◆ THE DATA ◆
┄┄┄┄┄┄┄┄┄┄┄┄┄┄┄┄┄┄┄┄

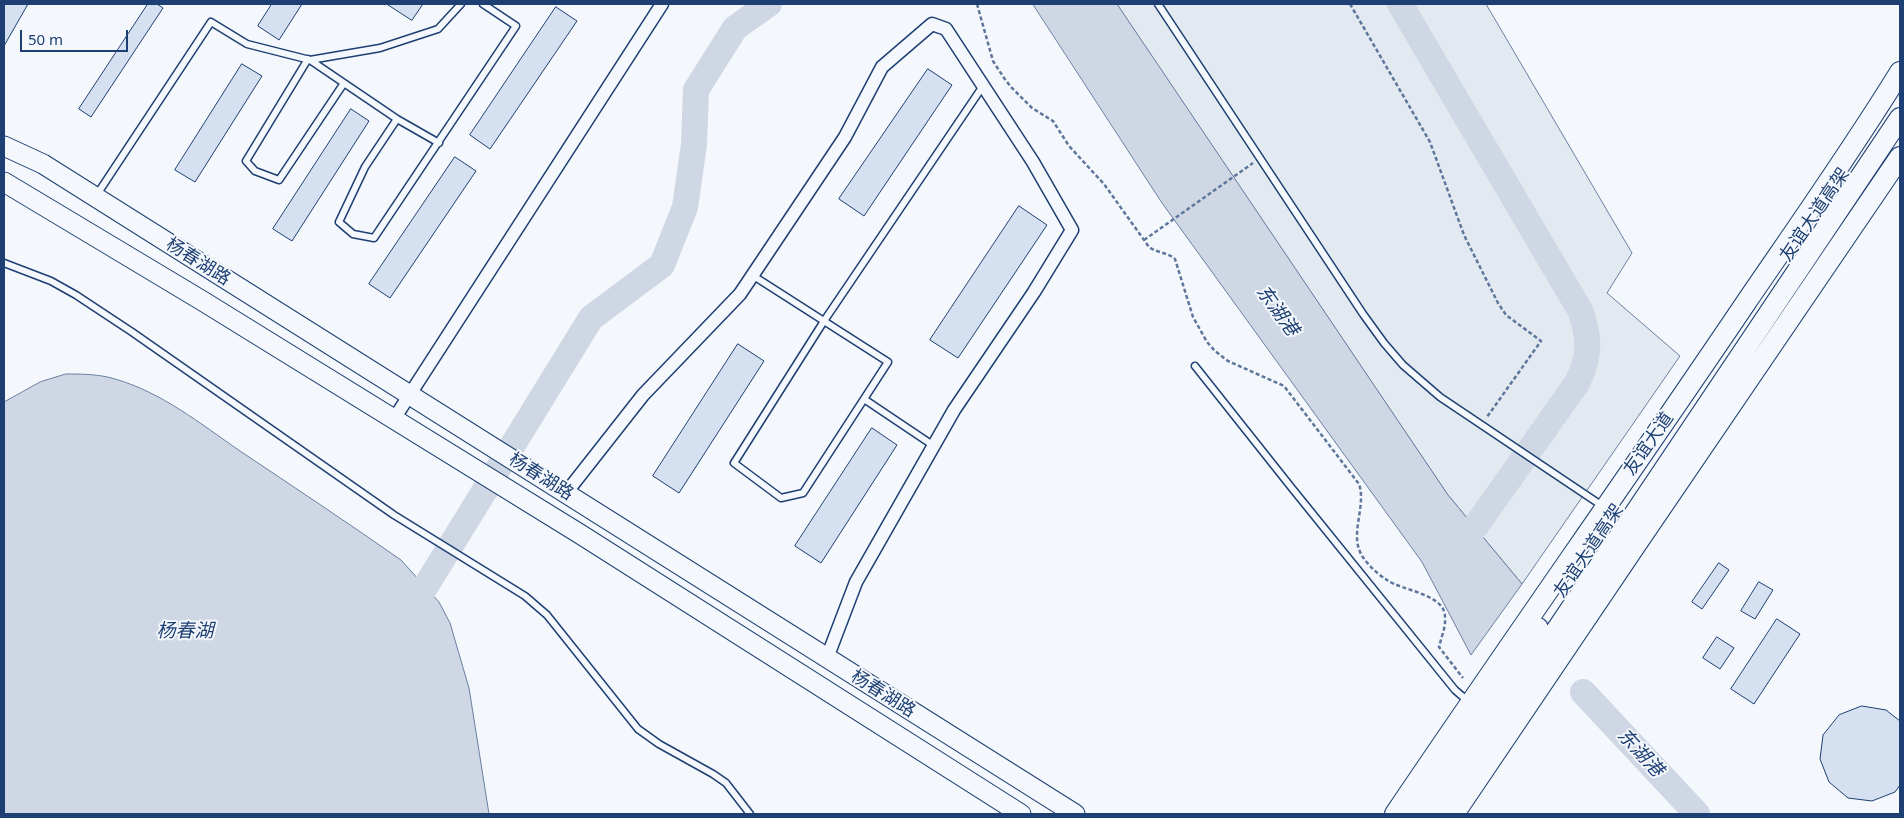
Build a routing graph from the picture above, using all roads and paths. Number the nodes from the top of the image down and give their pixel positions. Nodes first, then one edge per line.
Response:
1 (461, 4) edge
2 (483, 4) edge
3 (662, 4) edge
4 (978, 4) edge
5 (1158, 4) edge
6 (1350, 4) edge
7 (309, 59) junction
8 (1900, 72) edge
9 (344, 83) junction
10 (983, 86) junction
11 (1900, 89) edge
12 (1900, 118) edge
13 (397, 119) junction
14 (439, 143) junction
15 (4, 146) edge
16 (1900, 157) edge
17 (1260, 158) junction
18 (4, 182) edge
19 (96, 197) junction
20 (1144, 240) junction
21 (4, 263) edge
22 (752, 275) junction
23 (824, 321) junction
24 (1196, 366) dead end
25 (408, 394) junction
26 (864, 399) junction
27 (394, 419) junction
28 (1482, 425) junction
29 (934, 446) junction
30 (558, 488) junction
31 (1605, 508) junction
32 (827, 658) junction
33 (1463, 678) dead end
34 (1470, 702) junction
35 (750, 814) edge
36 (1021, 814) edge
37 (1074, 814) edge
38 (1394, 814) edge
39 (1412, 814) edge
40 (1433, 814) edge
41 (1454, 814) edge

1 - 7 lane
2 - 14 lane
3 - 25 street
4 - 20 path
5 - 17 lane
6 - 28 path
7 - 9 lane
7 - 9 lane
7 - 19 lane
8 - 31 main road, 友谊大道
9 - 13 lane
10 - 22 street
10 - 23 lane
10 - 29 street
11 - 39 main road, 友谊大道高架
12 - 40 main road, 友谊大道高架
13 - 14 lane
13 - 14 lane
15 - 19 main road, 杨春湖路
16 - 41 main road
17 - 20 path
17 - 28 lane
18 - 27 main road, 杨春湖路
19 - 25 main road, 杨春湖路
20 - 33 path
21 - 35 lane
22 - 23 lane
22 - 30 street
23 - 26 lane
23 - 26 lane
24 - 34 lane
25 - 27 street
25 - 30 main road, 杨春湖路
26 - 29 lane
27 - 36 main road, 杨春湖路
28 - 31 lane
29 - 32 street
30 - 32 main road, 杨春湖路
31 - 34 main road, 友谊大道
32 - 37 main road, 杨春湖路
34 - 38 main road, 友谊大道

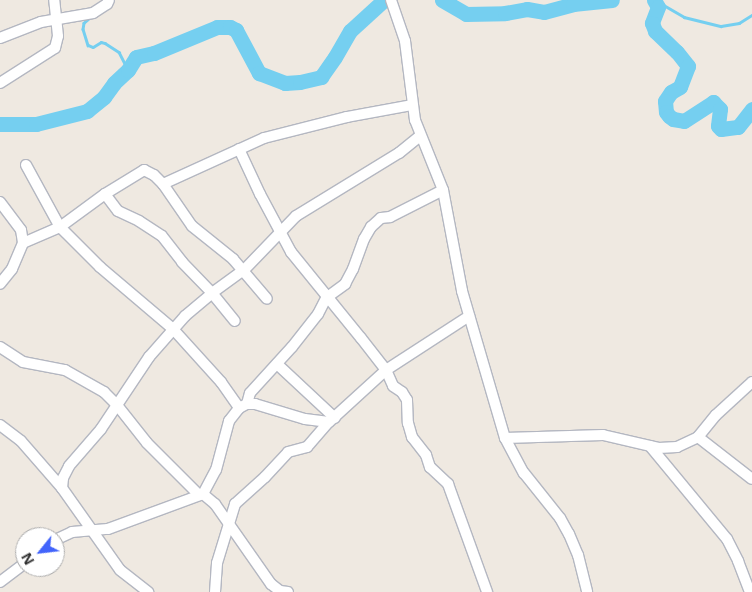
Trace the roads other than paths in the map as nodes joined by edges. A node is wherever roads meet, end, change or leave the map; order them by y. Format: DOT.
graph roads {
  1 [pos="54,0"];
  2 [pos="391,0"];
  3 [pos="111,1"];
  4 [pos="56,18"];
  5 [pos="0,38"];
  6 [pos="0,83"];
  7 [pos="412,105"];
  8 [pos="420,136"];
  9 [pos="239,149"];
  10 [pos="26,165"];
  11 [pos="163,184"];
  12 [pos="443,190"];
  13 [pos="105,194"];
  14 [pos="0,202"];
  15 [pos="60,227"];
  16 [pos="280,234"];
  17 [pos="23,243"];
  18 [pos="244,270"];
  19 [pos="0,284"];
  20 [pos="212,292"];
  21 [pos="326,298"];
  22 [pos="267,299"];
  23 [pos="469,316"];
  24 [pos="235,321"];
  25 [pos="173,329"];
  26 [pos="0,347"];
  27 [pos="277,364"];
  28 [pos="386,370"];
  29 [pos="752,382"];
  30 [pos="117,404"];
  31 [pos="243,406"];
  32 [pos="332,420"];
  33 [pos="0,424"];
  34 [pos="698,436"];
  35 [pos="505,438"];
  36 [pos="650,446"];
  37 [pos="752,479"];
  38 [pos="62,488"];
  39 [pos="201,495"];
  40 [pos="229,523"];
  41 [pos="90,529"];
  42 [pos="65,535"];
  43 [pos="15,571"];
  44 [pos="0,582"];
  45 [pos="148,592"];
  46 [pos="215,592"];
  47 [pos="288,592"];
  48 [pos="487,592"];
  49 [pos="587,592"];
  50 [pos="751,592"];
  1 -- 4 [label="street"];
  2 -- 7 [label="street"];
  3 -- 4 [label="street"];
  4 -- 5 [label="street"];
  4 -- 6 [label="street"];
  7 -- 8 [label="street"];
  7 -- 9 [label="street"];
  8 -- 12 [label="street"];
  8 -- 16 [label="street"];
  9 -- 11 [label="street"];
  9 -- 16 [label="street"];
  10 -- 15 [label="street"];
  11 -- 13 [label="street"];
  11 -- 18 [label="street"];
  12 -- 21 [label="street"];
  12 -- 23 [label="street"];
  13 -- 15 [label="street"];
  13 -- 20 [label="street"];
  14 -- 17 [label="street"];
  15 -- 17 [label="street"];
  15 -- 25 [label="street"];
  16 -- 18 [label="street"];
  16 -- 21 [label="street"];
  17 -- 19 [label="street"];
  18 -- 20 [label="street"];
  18 -- 22 [label="street"];
  20 -- 24 [label="street"];
  20 -- 25 [label="street"];
  21 -- 27 [label="street"];
  21 -- 28 [label="street"];
  23 -- 28 [label="street"];
  23 -- 35 [label="street"];
  25 -- 30 [label="street"];
  25 -- 31 [label="street"];
  26 -- 30 [label="street"];
  27 -- 31 [label="street"];
  27 -- 32 [label="street"];
  28 -- 32 [label="street"];
  28 -- 48 [label="street"];
  29 -- 34 [label="street"];
  30 -- 38 [label="street"];
  30 -- 39 [label="street"];
  31 -- 32 [label="street"];
  31 -- 39 [label="street"];
  32 -- 40 [label="street"];
  33 -- 38 [label="street"];
  34 -- 36 [label="street"];
  34 -- 37 [label="street"];
  35 -- 36 [label="street"];
  35 -- 49 [label="street"];
  36 -- 50 [label="street"];
  38 -- 41 [label="street"];
  39 -- 40 [label="street"];
  39 -- 41 [label="street"];
  40 -- 46 [label="street"];
  40 -- 47 [label="street"];
  41 -- 42 [label="street"];
  41 -- 45 [label="street"];
  43 -- 44 [label="street"];
}
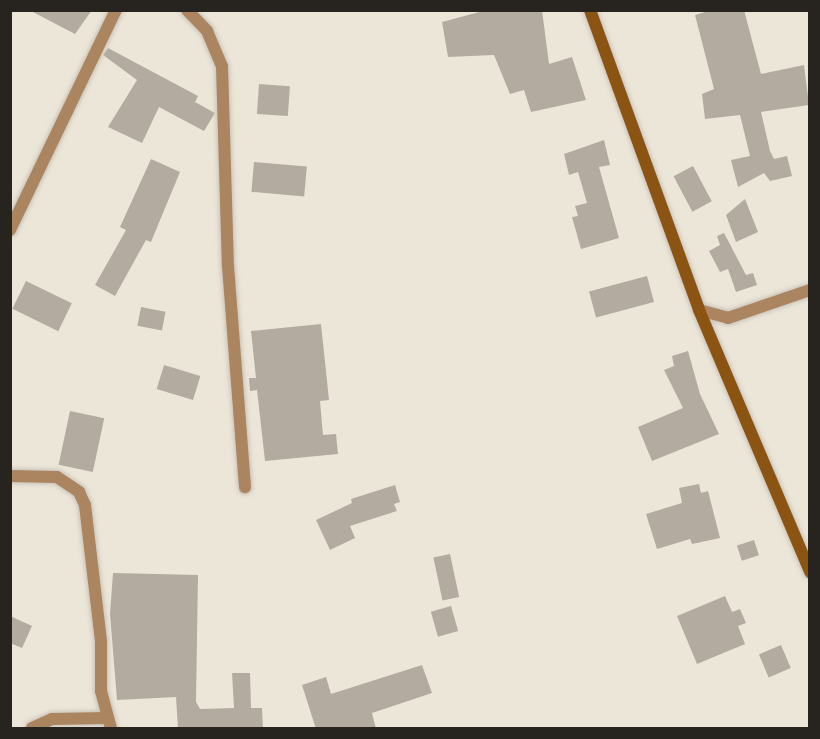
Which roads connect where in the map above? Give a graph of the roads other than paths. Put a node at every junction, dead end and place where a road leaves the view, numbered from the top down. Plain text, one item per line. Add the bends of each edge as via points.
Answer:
1 (116, 10) edge
2 (187, 10) edge
3 (590, 10) edge
4 (10, 230) edge
5 (810, 290) edge
6 (699, 310) junction
7 (10, 476) edge
8 (245, 487) dead end
9 (810, 572) edge
10 (109, 723) edge
11 (32, 729) edge

1 - 4 street
2 - 8 street via 207,31 222,66 228,266
3 - 6 main road
5 - 6 street via 728,318
6 - 9 main road
7 - 10 street via 57,477 79,492 85,506 102,642 100,691
10 - 11 street via 51,719

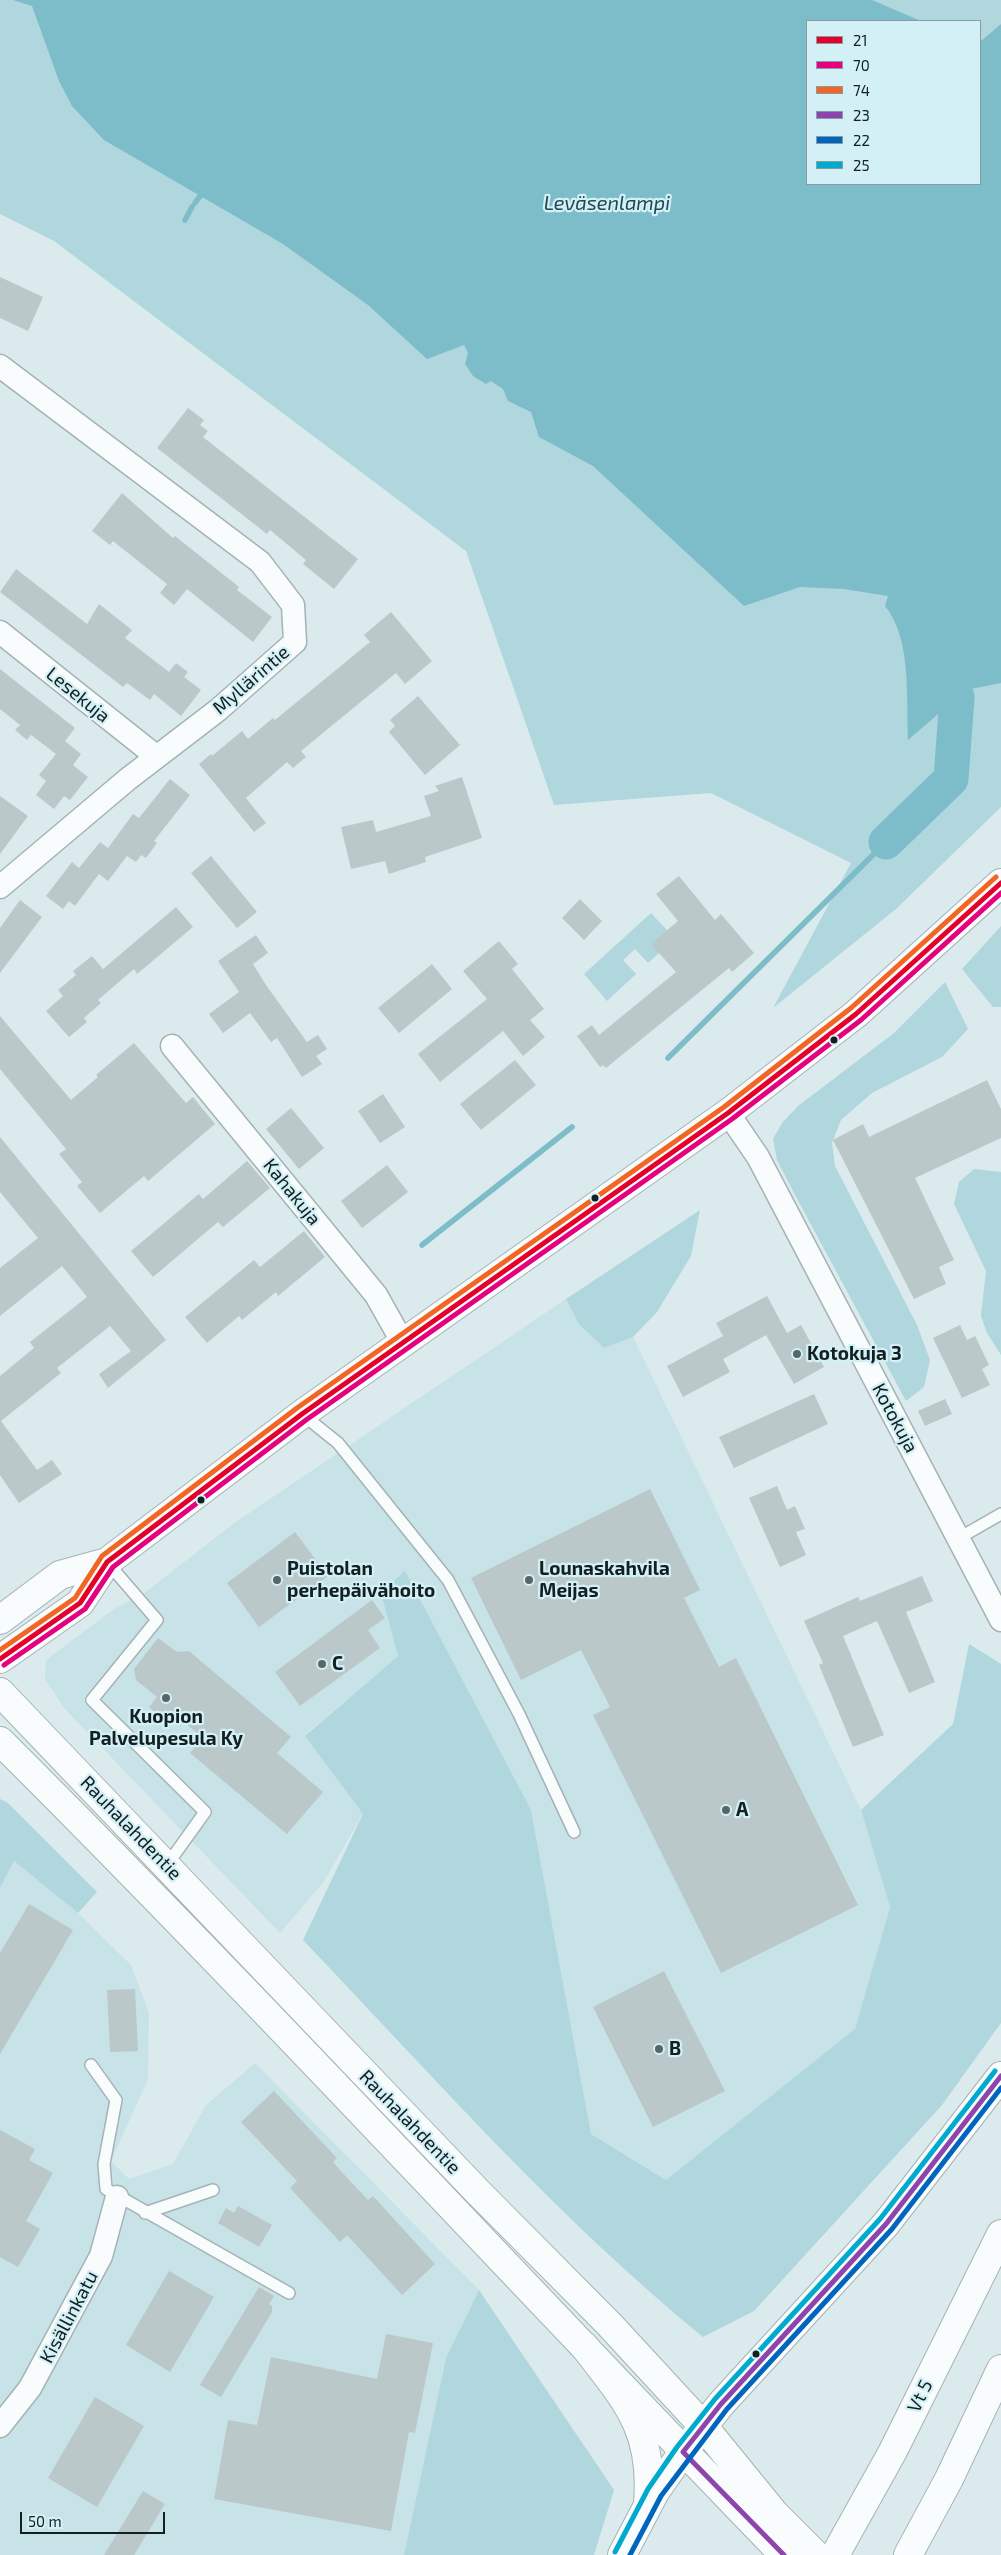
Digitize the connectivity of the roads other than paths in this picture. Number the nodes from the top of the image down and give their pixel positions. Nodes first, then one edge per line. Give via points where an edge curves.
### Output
1 (0, 366) edge
2 (0, 632) edge
3 (157, 757) junction
4 (1001, 883) edge
5 (0, 887) edge
6 (172, 1046) dead end
7 (728, 1113) junction
8 (403, 1343) junction
9 (302, 1414) junction
10 (1001, 1514) edge
11 (958, 1538) junction
12 (107, 1562) junction
13 (0, 1620) edge
14 (1001, 1620) edge
15 (0, 1659) edge
16 (0, 1692) edge
17 (0, 1741) edge
18 (574, 1832) dead end
19 (167, 1865) junction
20 (91, 2065) dead end
21 (1001, 2076) edge
22 (213, 2190) dead end
23 (117, 2197) junction
24 (146, 2213) junction
25 (1001, 2234) edge
26 (289, 2293) dead end
27 (584, 2346) junction
28 (1001, 2369) edge
29 (0, 2426) edge
30 (704, 2427) junction
31 (683, 2452) junction
32 (648, 2506) junction
33 (768, 2522) junction
34 (622, 2555) edge
35 (784, 2555) edge
36 (816, 2555) edge
37 (835, 2555) edge
38 (908, 2555) edge

1 - 3 street, Myllärintie via 260,562 293,605 295,642 218,710
2 - 3 street, Lesekuja
3 - 5 street, Myllärintie
4 - 7 main road via 856,1014
6 - 8 street, Kahakuja via 376,1295
7 - 8 main road
7 - 11 street, Kotokuja via 758,1157
8 - 9 main road
9 - 12 main road
9 - 18 lane via 338,1443 448,1580 519,1714
10 - 11 lane
11 - 14 street, Kotokuja
12 - 13 main road via 60,1575
12 - 15 main road via 80,1602
12 - 19 lane via 157,1620 92,1700 205,1812
16 - 19 main road, Rauhalahdentie
17 - 27 main road, Rauhalahdentie via 147,1888
19 - 30 main road, Rauhalahdentie
20 - 23 lane via 116,2100 104,2164 106,2189
21 - 30 main road via 886,2224
22 - 24 lane
23 - 24 lane
23 - 29 street, Kisällinkatu via 101,2256 30,2388
24 - 26 lane
25 - 37 main road, Vt 5 via 893,2451
27 - 31 main road, Rauhalahdentie
27 - 32 main road via 629,2405 640,2429 650,2475
28 - 38 main road via 949,2479
30 - 31 main road
30 - 33 main road, Rauhalahdentie
31 - 32 main road
31 - 33 main road, Rauhalahdentie
32 - 34 main road
33 - 35 main road, Rauhalahdentie
33 - 36 main road, Rauhalahdentie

┄┄┄┄┄┄┄┄┄┄┄┄┄┄┄┄┄┄┄┄

◆ EXERCISE DESCRIPTION ◆
Give the number of lines in the listing that contain the string "杨春湖路". Write nothing else.

◆ SOLUTION TO THIS PROBLEM ◆
7